I’ve written before about the wonderful Tamil Film Music from the 80s. I love listening to it. But I need to figure out which mood is the ripest recipient. Very often, it’s not the sheer loveliness of a song that makes me listen to it. The very association makes you evoke another time, a specific state of mind. With the days here getting shorter, listening to 80s TFM is a bad idea.
It somehow amplifies the disconnect between what I can see outside my window and what I can hear on my speakers. It’s not really homesickness. But you evoke a certain late afternoon mood from childhood, and on certain days, wonder if you’ll ever live through a similar time again. If languidness is already lost.

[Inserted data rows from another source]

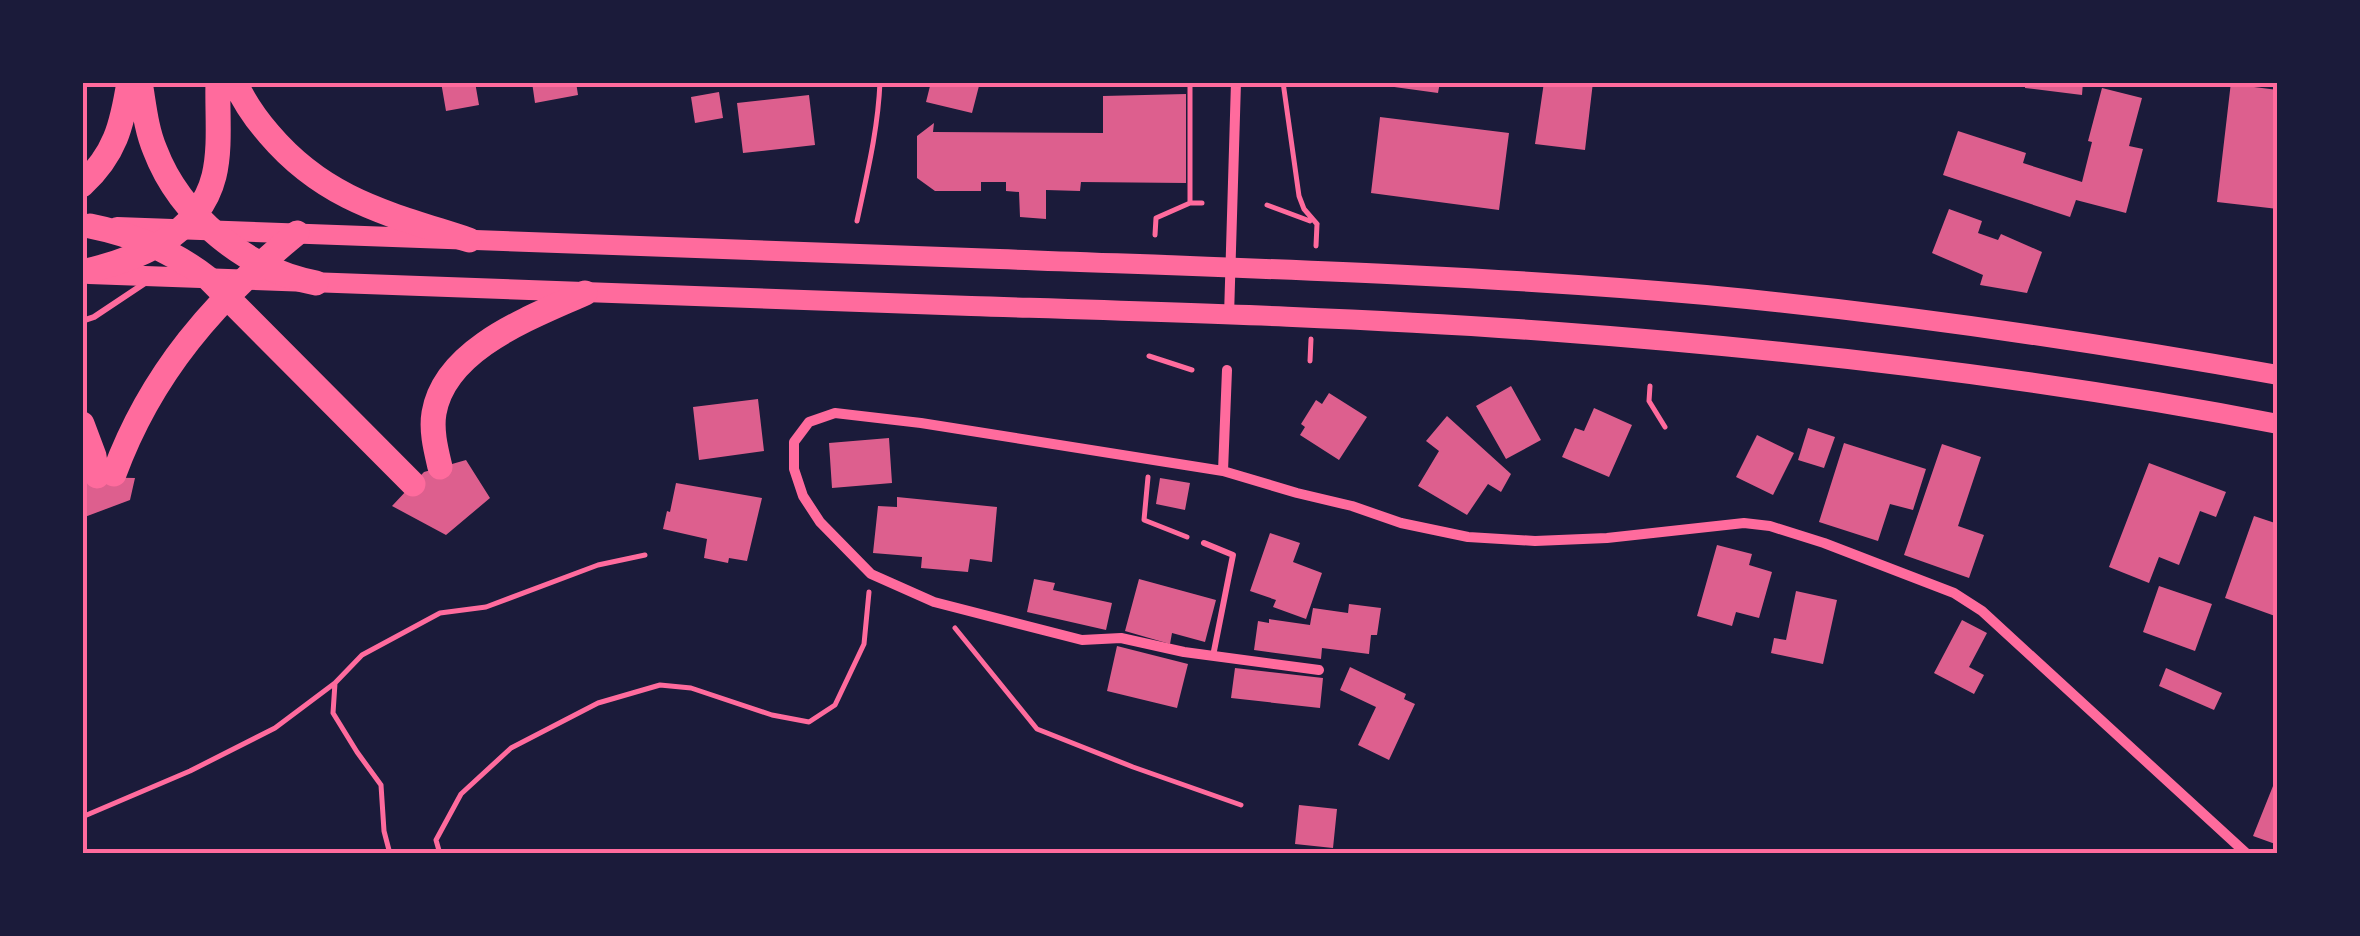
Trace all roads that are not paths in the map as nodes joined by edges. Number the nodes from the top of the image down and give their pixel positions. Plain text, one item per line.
1 (129, 82) edge
2 (140, 82) edge
3 (218, 82) edge
4 (236, 82) edge
5 (1236, 82) edge
6 (82, 185) edge
7 (196, 224) junction
8 (86, 226) edge
9 (297, 233) junction
10 (469, 240) junction
11 (158, 246) junction
12 (1231, 267) junction
13 (82, 273) edge
14 (154, 277) junction
15 (235, 280) junction
16 (316, 282) joint
17 (585, 292) junction
18 (1229, 316) junction
19 (82, 322) edge
20 (1226, 370) dead end
21 (2278, 375) edge
22 (82, 424) edge
23 (2278, 424) edge
24 (440, 467) dead end
25 (1222, 471) junction
26 (413, 484) dead end
27 (1204, 543) road end
28 (1213, 656) junction
29 (1318, 670) dead end
30 (2248, 854) edge

1 - 6 highway
2 - 7 highway
3 - 7 highway
4 - 10 highway
5 - 12 street
7 - 8 main road
7 - 9 main road
7 - 11 highway
7 - 15 highway
8 - 11 highway
9 - 10 main road
9 - 15 highway
10 - 12 main road
11 - 13 highway
11 - 15 highway
12 - 18 street
12 - 21 main road
13 - 14 main road
14 - 15 main road
14 - 19 lane
15 - 16 highway
15 - 22 highway
15 - 26 highway
16 - 17 main road
17 - 18 main road
17 - 24 highway
18 - 23 main road
20 - 25 street
25 - 28 street
25 - 30 street
27 - 28 lane
28 - 29 street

This sudden feeling of ancientness is not good. It makes you linger over what you have already seen or heard. You make an unfair comparison between what you are now, and what you were then. Listening to this song right now, it worries me if such wonderful movies will ever be made again. I am not without appreciation for some of the stuff being belted out these days, but it is strangely devoid of the familiarity one yearns for. It’s not really about the movies you see. But I cannot explain it.
And yes, that’s what scares you. If all familiarity can be touched only in a time that has already passed you by. If familiarity is only a memory. I need to shrug this mood off. It’s like your soul catching the flu. It will run its course. I suppose.
I am such a Drama Queen.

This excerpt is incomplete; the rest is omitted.